Conclusion. Many Modes of Translation and Transposition: Women Travellers and Painters

Translation and transposition can also be performed through the eyes, in the case of artists such as Louise-Élisabeth Vigée-Lebrun, a great traveller and portraitist in the years around the turn of the eighteenth century and during the troubled years in Paris, who was a member of the Académie royale de peinture et de sculpture. Before fleeing from France in 1789, she painted an evocative and almost theatrical portrait of Mahomet Dervisch-Kam, one of the three ambassadors sent to the French court by Tipu Sahab, sovereign of the Kingdom of Mysore (Fig. 8.5).

Fig. 8.5
A portrait painting of Mahomet Dervisch-Kam.

Mahomet Dervisch-Kam, portrait painting by Élisabeth Vigée-Le Brun, 1788 oil on canvas, https://www.wikidata.org/wiki/Q61041226

In flight from the revolutionary turmoil, choosing the gilded exile of the Grand Tour in Italy, she also left us her fascinating travel journals. Arriving in Naples, she wrote:

We reached Naples at about three or four o’clock. I cannot describe the impression I received upon entering the town. That burning sun, that stretch of sea, those islands seen in the distance, that Vesuvius with a great column of smoke ascending from it, and the very population so animated and so noisy, who differ so much from the Roman that one might suppose they were a thousand miles apart. I had engaged a house at Chiaja on the edge of the sea. Opposite me I had the island of Capri, and this situation delighted me.Footnote 21

As a painter and storyteller, she is also emblematic in having been able to transform her extremely difficult situation as an exile forced to continually move from place to place into a journey across Europe in services of an education and artistic mission that she expressed in numerous portraits and landscapes.

Another artist and writer engaged in translation and transposition was Ellis Cornelia Knight (1757–1837). After the death of her father Admiral Knight, she set off with her mother for Italy, where they stayed in Florence, Rome, and Naples. In 1805 she published a book in London, the Description of Latium, or La Campagna di Romana, describing the Roman Campagna and the Agro Romano complete with twenty drawings of the places she had visited and described.

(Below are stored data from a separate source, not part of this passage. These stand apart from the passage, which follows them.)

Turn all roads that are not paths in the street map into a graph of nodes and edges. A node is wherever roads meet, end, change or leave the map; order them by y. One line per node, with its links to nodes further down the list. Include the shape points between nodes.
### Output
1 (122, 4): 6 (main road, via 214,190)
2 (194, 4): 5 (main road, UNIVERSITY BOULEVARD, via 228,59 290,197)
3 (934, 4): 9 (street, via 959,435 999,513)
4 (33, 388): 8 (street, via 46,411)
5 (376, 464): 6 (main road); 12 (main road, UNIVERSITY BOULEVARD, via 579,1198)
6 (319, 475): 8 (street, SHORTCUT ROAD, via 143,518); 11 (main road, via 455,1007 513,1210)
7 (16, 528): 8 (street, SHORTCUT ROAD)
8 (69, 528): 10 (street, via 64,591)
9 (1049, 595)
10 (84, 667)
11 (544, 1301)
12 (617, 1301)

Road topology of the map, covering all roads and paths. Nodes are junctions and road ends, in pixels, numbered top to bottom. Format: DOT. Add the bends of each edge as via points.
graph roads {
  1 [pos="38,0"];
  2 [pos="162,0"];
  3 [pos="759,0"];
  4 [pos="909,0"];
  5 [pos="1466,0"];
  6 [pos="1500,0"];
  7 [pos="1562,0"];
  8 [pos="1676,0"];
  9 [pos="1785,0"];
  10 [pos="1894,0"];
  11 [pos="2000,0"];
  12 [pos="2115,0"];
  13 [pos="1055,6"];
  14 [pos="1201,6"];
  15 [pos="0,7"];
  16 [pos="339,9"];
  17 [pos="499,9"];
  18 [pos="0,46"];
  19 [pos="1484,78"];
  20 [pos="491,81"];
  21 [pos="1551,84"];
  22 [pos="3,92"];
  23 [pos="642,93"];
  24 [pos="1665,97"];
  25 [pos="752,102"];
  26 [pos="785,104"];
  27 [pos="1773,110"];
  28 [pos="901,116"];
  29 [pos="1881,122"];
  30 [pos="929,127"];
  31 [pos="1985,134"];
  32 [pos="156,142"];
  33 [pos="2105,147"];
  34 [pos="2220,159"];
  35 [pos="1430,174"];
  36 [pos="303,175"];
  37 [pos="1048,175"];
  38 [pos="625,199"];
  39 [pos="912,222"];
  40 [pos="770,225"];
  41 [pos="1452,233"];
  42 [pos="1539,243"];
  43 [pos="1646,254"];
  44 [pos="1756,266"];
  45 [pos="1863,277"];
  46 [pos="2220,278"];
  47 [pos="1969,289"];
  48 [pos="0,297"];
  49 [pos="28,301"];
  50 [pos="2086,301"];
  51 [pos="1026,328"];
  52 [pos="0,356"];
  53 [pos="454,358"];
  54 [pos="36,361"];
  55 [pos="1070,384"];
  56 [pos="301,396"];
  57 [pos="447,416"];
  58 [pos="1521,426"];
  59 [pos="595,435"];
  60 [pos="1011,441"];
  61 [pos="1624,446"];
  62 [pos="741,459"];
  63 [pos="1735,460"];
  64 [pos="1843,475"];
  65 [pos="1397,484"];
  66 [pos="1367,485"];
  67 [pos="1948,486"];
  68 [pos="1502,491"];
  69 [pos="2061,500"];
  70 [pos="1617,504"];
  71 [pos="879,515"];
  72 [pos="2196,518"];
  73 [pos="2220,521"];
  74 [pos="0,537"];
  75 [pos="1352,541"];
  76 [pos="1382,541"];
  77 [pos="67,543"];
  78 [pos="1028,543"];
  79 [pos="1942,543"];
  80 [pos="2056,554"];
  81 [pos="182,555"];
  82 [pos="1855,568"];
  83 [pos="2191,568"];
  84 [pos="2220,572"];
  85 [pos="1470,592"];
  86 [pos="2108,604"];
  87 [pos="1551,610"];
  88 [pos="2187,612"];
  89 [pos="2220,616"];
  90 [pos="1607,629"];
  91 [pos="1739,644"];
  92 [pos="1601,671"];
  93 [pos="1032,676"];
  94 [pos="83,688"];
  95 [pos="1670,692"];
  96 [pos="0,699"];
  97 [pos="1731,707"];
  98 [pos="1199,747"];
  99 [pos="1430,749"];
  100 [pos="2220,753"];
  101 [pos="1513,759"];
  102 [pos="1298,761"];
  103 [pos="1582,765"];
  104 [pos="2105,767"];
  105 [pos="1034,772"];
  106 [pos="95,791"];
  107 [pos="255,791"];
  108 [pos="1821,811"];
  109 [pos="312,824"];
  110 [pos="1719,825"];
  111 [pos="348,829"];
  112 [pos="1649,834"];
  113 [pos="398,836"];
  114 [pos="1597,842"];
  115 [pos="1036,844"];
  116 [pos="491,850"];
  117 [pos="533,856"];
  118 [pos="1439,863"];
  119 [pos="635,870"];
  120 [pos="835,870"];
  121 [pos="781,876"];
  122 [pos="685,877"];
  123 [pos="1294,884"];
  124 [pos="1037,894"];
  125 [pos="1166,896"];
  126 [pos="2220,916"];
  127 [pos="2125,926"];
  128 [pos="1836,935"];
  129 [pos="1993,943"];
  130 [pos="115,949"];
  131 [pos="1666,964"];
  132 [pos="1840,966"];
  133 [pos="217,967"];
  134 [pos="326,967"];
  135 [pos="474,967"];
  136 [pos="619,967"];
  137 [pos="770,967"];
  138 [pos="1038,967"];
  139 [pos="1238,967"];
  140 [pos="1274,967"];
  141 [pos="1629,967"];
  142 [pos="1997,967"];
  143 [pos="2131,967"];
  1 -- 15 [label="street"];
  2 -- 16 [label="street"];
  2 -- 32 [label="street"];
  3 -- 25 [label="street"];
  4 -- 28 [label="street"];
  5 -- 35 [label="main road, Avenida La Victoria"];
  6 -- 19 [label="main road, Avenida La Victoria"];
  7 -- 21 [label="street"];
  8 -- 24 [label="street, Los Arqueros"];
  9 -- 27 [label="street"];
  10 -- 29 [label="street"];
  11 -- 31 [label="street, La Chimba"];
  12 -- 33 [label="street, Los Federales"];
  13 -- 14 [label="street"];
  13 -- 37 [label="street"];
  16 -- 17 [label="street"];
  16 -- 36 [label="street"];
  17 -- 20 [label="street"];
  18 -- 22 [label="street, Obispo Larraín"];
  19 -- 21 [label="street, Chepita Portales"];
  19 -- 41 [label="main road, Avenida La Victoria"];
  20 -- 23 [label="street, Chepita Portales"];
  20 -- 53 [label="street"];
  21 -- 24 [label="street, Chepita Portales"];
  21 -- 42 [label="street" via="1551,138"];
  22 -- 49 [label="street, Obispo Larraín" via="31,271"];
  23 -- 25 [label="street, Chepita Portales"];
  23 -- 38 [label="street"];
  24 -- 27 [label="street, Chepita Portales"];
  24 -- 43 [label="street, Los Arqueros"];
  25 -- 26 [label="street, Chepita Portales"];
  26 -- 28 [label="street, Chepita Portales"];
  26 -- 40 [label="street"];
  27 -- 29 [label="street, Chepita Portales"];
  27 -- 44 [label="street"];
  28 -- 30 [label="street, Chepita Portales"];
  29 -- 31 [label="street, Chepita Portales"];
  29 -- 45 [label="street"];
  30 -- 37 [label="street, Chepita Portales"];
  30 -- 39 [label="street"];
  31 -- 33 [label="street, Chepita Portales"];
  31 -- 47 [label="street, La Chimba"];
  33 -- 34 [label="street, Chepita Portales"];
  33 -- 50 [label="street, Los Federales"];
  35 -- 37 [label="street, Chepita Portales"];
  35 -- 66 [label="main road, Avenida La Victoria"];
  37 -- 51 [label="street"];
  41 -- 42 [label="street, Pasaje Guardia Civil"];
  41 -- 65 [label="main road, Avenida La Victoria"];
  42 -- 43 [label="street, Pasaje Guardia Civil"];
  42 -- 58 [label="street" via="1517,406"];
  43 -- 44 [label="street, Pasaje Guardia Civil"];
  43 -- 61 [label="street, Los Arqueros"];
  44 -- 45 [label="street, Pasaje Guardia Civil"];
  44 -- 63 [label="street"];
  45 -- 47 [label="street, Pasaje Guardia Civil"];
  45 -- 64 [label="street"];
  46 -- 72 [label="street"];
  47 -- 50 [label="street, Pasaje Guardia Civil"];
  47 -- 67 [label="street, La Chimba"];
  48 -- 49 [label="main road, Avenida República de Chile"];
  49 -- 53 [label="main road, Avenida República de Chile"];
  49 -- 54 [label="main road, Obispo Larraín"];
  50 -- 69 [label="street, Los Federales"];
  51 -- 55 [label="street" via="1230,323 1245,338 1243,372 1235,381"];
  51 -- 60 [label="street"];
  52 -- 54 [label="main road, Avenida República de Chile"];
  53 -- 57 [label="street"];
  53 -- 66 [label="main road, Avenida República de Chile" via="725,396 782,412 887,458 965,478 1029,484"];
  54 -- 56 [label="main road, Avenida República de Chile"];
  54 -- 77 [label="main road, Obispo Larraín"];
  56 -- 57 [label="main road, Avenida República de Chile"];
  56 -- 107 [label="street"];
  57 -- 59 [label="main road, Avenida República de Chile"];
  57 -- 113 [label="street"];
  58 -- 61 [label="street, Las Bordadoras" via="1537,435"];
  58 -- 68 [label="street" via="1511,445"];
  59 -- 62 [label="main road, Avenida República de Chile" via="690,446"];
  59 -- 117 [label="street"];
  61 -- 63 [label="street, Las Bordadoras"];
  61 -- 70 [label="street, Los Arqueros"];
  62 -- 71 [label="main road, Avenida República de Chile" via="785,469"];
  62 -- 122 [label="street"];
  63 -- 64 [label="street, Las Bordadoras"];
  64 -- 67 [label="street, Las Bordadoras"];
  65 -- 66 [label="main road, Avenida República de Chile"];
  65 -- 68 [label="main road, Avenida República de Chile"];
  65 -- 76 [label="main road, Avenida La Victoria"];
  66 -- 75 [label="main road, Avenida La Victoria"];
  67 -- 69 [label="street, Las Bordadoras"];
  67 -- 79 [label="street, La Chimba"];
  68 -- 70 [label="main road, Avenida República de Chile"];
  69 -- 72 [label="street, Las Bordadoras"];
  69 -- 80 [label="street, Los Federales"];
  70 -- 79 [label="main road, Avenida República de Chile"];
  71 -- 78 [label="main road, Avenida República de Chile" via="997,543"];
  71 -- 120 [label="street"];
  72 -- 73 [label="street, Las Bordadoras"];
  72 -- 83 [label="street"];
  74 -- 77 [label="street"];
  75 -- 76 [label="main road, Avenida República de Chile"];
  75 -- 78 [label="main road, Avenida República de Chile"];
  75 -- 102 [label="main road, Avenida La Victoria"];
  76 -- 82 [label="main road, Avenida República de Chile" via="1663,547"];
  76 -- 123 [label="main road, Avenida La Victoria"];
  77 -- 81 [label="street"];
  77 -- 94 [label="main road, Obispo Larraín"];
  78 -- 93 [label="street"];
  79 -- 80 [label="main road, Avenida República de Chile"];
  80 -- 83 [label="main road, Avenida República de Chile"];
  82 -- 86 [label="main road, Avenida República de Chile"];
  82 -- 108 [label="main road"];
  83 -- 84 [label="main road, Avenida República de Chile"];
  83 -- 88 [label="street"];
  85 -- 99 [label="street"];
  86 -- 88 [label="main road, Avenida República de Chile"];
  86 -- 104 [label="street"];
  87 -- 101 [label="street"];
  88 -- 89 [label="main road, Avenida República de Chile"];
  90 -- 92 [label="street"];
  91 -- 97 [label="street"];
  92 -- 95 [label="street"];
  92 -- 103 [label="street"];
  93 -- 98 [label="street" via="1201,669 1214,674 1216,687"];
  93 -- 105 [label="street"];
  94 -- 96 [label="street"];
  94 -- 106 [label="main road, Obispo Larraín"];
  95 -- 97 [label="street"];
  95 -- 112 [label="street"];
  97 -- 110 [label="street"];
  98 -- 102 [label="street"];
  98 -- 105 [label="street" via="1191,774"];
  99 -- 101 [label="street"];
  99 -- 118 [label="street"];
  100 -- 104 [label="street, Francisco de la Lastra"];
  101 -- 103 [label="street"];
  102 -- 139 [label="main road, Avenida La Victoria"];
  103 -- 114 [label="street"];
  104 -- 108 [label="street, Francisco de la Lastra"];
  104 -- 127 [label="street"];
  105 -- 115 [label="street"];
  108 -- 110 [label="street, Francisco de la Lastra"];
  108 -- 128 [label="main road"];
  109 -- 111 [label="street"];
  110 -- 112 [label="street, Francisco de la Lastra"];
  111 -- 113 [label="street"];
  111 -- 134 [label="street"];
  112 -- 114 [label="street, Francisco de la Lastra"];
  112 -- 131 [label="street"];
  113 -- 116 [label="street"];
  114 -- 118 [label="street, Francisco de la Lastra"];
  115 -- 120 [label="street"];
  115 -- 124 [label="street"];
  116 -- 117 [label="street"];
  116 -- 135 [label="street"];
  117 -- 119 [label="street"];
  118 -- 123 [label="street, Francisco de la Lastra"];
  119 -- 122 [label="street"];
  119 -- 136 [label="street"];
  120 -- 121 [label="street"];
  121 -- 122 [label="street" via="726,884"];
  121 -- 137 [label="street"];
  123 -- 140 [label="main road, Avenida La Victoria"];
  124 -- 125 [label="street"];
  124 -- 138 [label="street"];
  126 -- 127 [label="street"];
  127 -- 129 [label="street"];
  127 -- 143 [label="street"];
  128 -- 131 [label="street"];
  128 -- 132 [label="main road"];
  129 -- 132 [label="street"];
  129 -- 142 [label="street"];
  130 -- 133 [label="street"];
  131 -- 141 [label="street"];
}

There, she writes (Fig. 8.6):

It is impossible to visit this spot, without reflecting on the magnificence of the ancient port of Claudius, and comparing with it the melancholy and desolate state in which this part of the coast now appears. … All is now changed, and from this truly distressing scene the British traveller will naturally turn his thoughts with exultation to his native country.Footnote 22

Fig. 8.6
A drawing of La Campagna di Romana by Ellis Cornelia Knight.

Ellis Cornelia Knight, A Description of Latium (London 1805), Porto of Ostia. https://archive.org/details/descriptionoflat00knigrich/page/n131/mode/2up

Travel literature is an amalgam and hybridisation. As the nineteenth century approached, there was a huge increase in the number of women who saw travel and cultural engagement not only as an educational “finishing” for the honnête femme but as a commitment to independent and public knowledge in which the customary anonymity of the translator became increasingly transparent. These women were writers, scientists, translators, and polymaths rolled into one (Bret, 2008, 2014), as well as being travellers. As we have seen, their stories call for a new contextualisation of women’s artistic, scientific, anthropological, translational, and experiential contributions to the cultural history of the modern age. Looking at them from the combined approaches and hermeneutics of historical, anthropological, geographical, and philosophical studies, literary criticism, translation, and post-colonial studies allows us not only to foreground the part they played in quantitative terms, but also to fully grasp and understand the contribution that they made to literature and philosophical reflection, as well as to knowledge as a whole (Carlyle 2011; Andréolle and Molinari 2011, xi–xxv; Stevens 2011; Di Giovanni and Zanotti 2018; Hayden 2011).